YOUR OBJECTIVE:
Produce an exact copy of all the data below, dropping every image.

(Dataset entries)
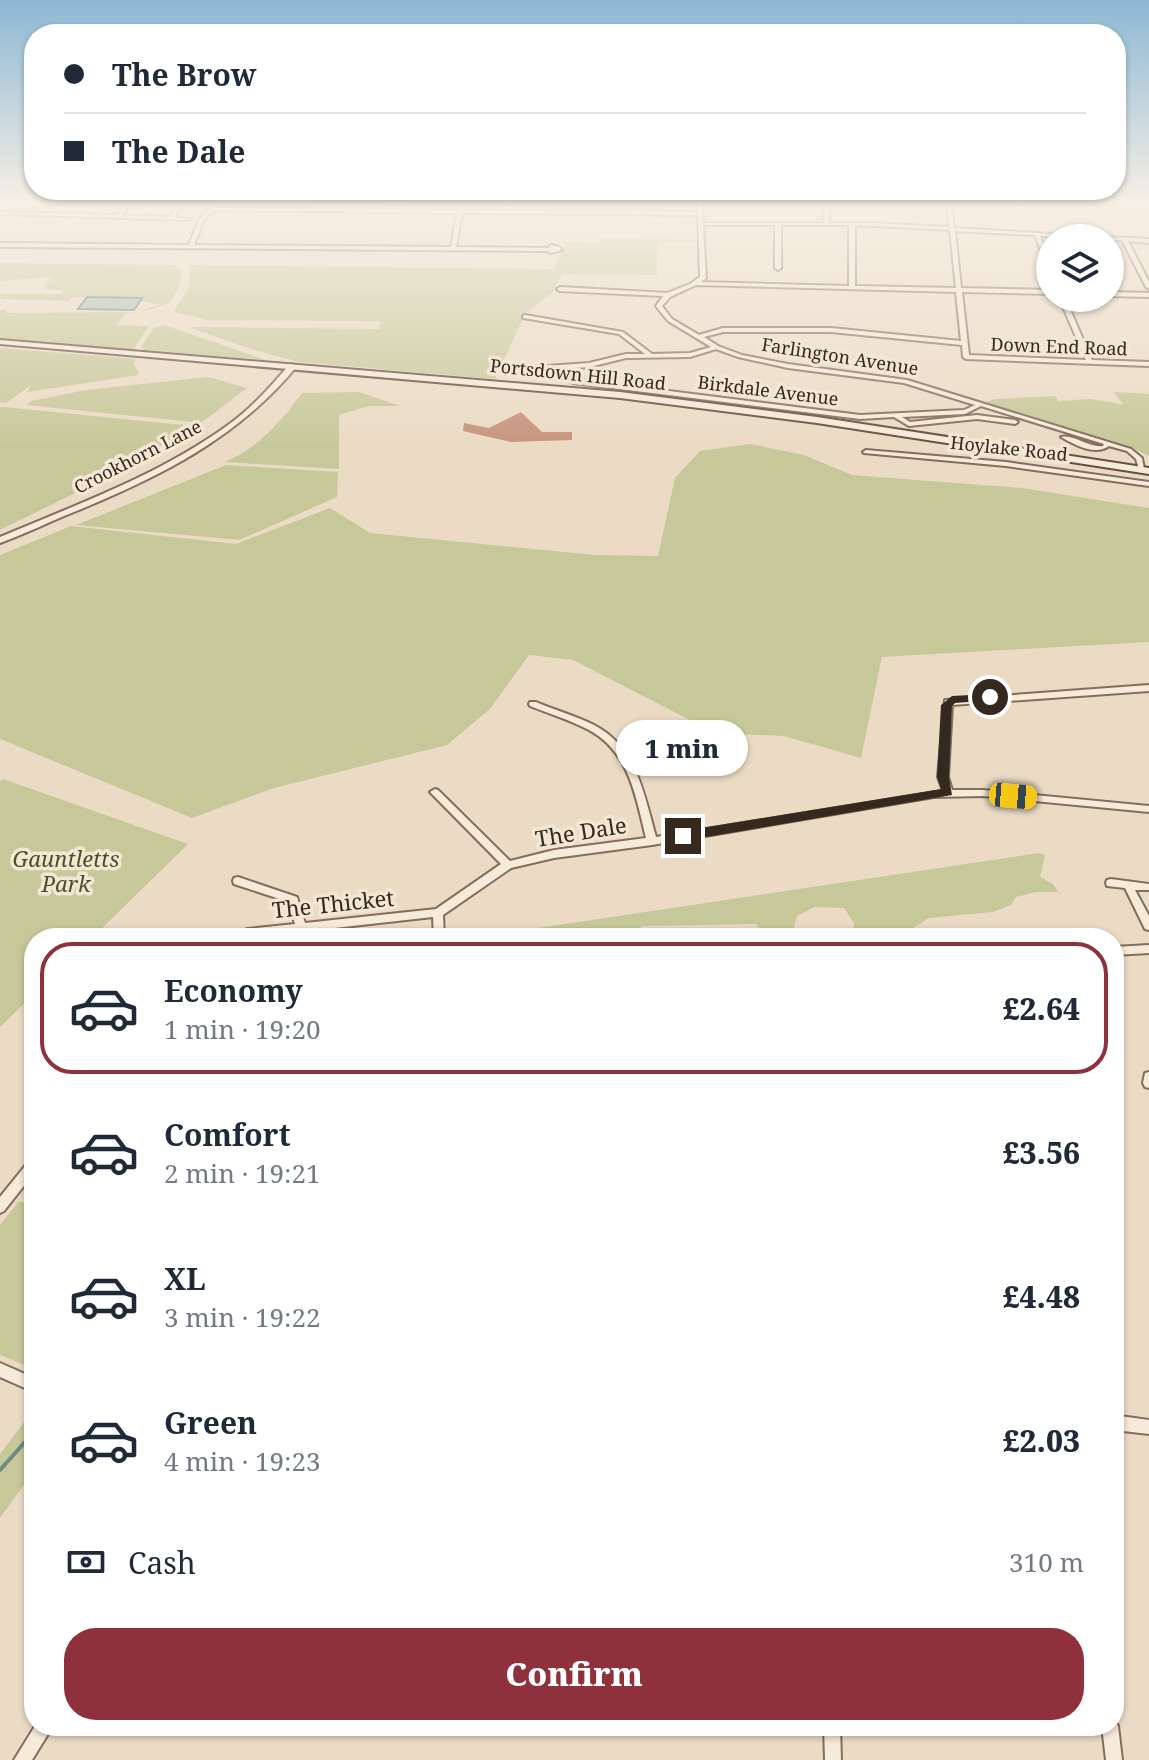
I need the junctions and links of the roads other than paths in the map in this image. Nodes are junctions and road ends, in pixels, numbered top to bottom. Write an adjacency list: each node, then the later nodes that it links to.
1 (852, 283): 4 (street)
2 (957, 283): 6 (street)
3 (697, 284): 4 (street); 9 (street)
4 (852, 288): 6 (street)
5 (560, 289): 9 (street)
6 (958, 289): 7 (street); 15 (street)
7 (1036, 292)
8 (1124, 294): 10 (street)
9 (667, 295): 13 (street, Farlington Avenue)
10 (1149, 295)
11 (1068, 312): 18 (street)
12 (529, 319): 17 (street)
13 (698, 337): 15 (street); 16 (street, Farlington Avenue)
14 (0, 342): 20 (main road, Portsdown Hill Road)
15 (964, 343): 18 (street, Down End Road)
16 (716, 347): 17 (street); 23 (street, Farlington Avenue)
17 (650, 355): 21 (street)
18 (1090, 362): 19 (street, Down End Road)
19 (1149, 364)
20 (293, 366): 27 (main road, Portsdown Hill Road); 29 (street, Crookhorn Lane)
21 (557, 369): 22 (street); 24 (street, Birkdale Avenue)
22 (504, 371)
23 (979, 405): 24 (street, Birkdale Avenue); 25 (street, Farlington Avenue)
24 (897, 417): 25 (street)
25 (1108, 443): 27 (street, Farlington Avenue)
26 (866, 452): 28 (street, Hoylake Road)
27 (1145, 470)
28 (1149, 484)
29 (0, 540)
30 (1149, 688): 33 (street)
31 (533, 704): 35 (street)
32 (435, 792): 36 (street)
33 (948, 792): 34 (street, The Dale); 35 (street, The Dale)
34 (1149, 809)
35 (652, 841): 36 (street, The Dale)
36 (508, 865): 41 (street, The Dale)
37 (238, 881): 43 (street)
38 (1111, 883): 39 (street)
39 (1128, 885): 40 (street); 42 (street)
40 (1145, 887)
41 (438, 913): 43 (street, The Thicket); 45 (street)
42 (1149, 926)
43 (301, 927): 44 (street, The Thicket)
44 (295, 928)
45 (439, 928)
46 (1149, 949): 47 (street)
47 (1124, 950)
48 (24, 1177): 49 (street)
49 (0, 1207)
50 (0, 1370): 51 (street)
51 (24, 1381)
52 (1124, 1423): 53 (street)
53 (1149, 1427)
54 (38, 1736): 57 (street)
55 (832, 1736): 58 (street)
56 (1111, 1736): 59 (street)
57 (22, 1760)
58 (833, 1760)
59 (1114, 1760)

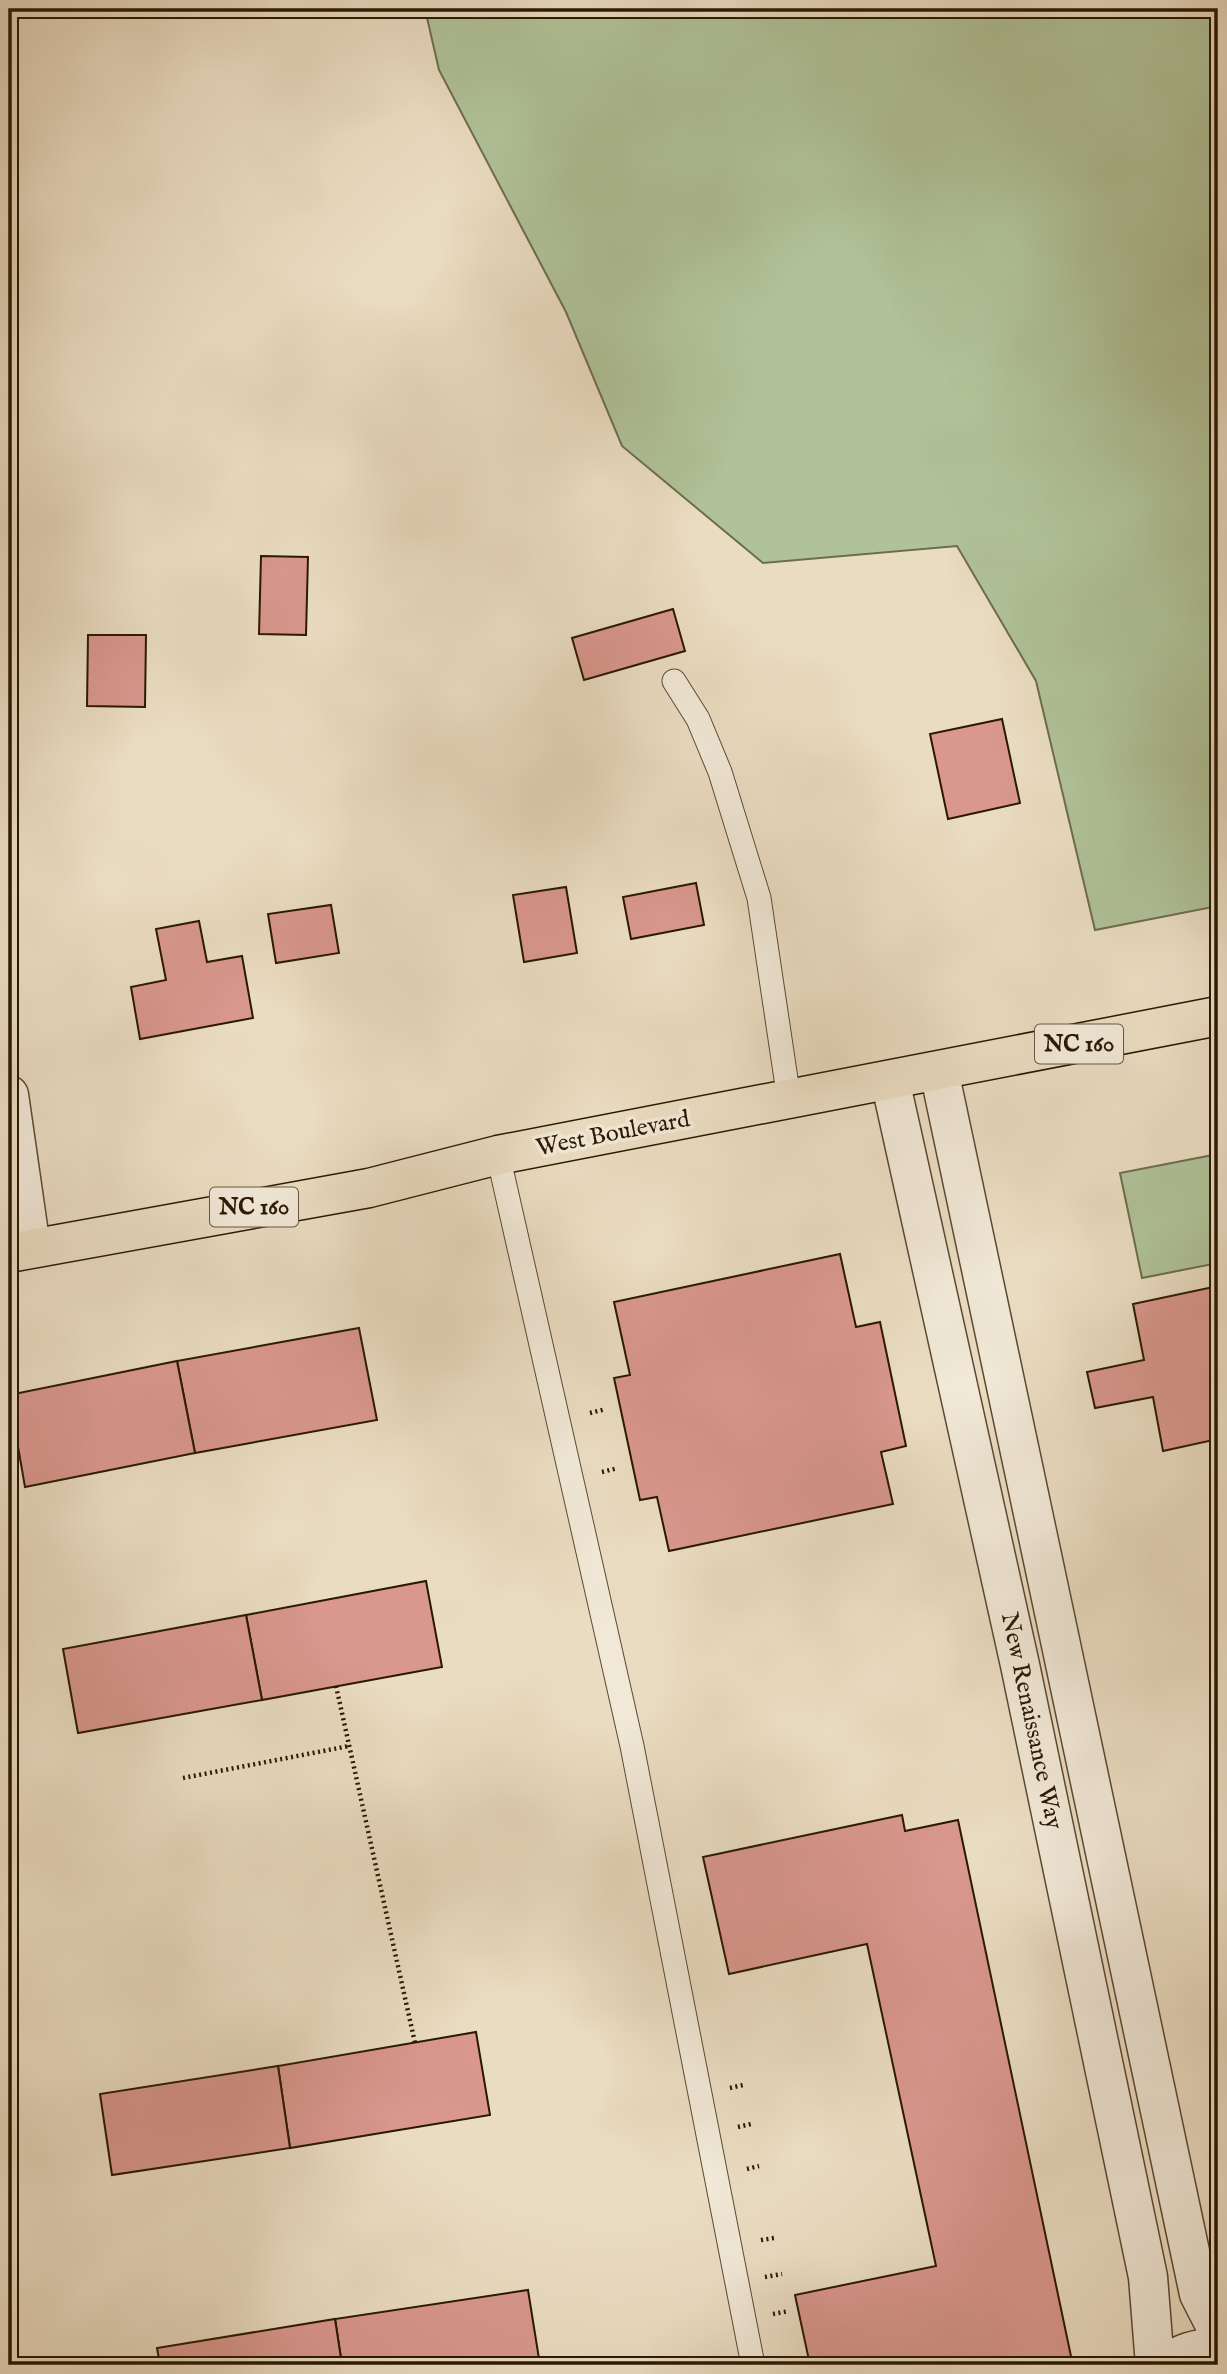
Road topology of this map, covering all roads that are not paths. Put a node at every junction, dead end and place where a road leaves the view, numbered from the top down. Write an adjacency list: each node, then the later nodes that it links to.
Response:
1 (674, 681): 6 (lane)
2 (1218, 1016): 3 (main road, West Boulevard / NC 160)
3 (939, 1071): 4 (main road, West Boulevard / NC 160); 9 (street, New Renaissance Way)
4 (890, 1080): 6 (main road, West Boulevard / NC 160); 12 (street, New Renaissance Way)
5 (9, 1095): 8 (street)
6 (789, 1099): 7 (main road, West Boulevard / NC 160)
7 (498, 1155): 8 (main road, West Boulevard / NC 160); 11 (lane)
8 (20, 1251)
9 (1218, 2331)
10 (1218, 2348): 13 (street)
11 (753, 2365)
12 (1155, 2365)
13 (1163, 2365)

RESPONSE TO THE EXERCISE:
I need the junctions and links of the roads other than paths in the map in this image. Nodes are junctions and road ends, in pixels, numbered top to bottom. Write an adjacency list: each node, then the later nodes that it links to.
1 (852, 283): 4 (street)
2 (957, 283): 6 (street)
3 (697, 284): 4 (street); 9 (street)
4 (852, 288): 6 (street)
5 (560, 289): 9 (street)
6 (958, 289): 7 (street); 15 (street)
7 (1036, 292)
8 (1124, 294): 10 (street)
9 (667, 295): 13 (street, Farlington Avenue)
10 (1149, 295)
11 (1068, 312): 18 (street)
12 (529, 319): 17 (street)
13 (698, 337): 15 (street); 16 (street, Farlington Avenue)
14 (0, 342): 20 (main road, Portsdown Hill Road)
15 (964, 343): 18 (street, Down End Road)
16 (716, 347): 17 (street); 23 (street, Farlington Avenue)
17 (650, 355): 21 (street)
18 (1090, 362): 19 (street, Down End Road)
19 (1149, 364)
20 (293, 366): 27 (main road, Portsdown Hill Road); 29 (street, Crookhorn Lane)
21 (557, 369): 22 (street); 24 (street, Birkdale Avenue)
22 (504, 371)
23 (979, 405): 24 (street, Birkdale Avenue); 25 (street, Farlington Avenue)
24 (897, 417): 25 (street)
25 (1108, 443): 27 (street, Farlington Avenue)
26 (866, 452): 28 (street, Hoylake Road)
27 (1145, 470)
28 (1149, 484)
29 (0, 540)
30 (1149, 688): 33 (street)
31 (533, 704): 35 (street)
32 (435, 792): 36 (street)
33 (948, 792): 34 (street, The Dale); 35 (street, The Dale)
34 (1149, 809)
35 (652, 841): 36 (street, The Dale)
36 (508, 865): 41 (street, The Dale)
37 (238, 881): 43 (street)
38 (1111, 883): 39 (street)
39 (1128, 885): 40 (street); 42 (street)
40 (1145, 887)
41 (438, 913): 43 (street, The Thicket); 45 (street)
42 (1149, 926)
43 (301, 927): 44 (street, The Thicket)
44 (295, 928)
45 (439, 928)
46 (1149, 949): 47 (street)
47 (1124, 950)
48 (24, 1177): 49 (street)
49 (0, 1207)
50 (0, 1370): 51 (street)
51 (24, 1381)
52 (1124, 1423): 53 (street)
53 (1149, 1427)
54 (38, 1736): 57 (street)
55 (832, 1736): 58 (street)
56 (1111, 1736): 59 (street)
57 (22, 1760)
58 (833, 1760)
59 (1114, 1760)

Road topology of this map, covering all roads that are not paths. Put a node at every junction, dead end and place where a road leaves the view, numbered from the top down. Write an adjacency list: each node, then the later nodes that it links to.
Response:
1 (674, 681): 6 (lane)
2 (1218, 1016): 3 (main road, West Boulevard / NC 160)
3 (939, 1071): 4 (main road, West Boulevard / NC 160); 9 (street, New Renaissance Way)
4 (890, 1080): 6 (main road, West Boulevard / NC 160); 12 (street, New Renaissance Way)
5 (9, 1095): 8 (street)
6 (789, 1099): 7 (main road, West Boulevard / NC 160)
7 (498, 1155): 8 (main road, West Boulevard / NC 160); 11 (lane)
8 (20, 1251)
9 (1218, 2331)
10 (1218, 2348): 13 (street)
11 (753, 2365)
12 (1155, 2365)
13 (1163, 2365)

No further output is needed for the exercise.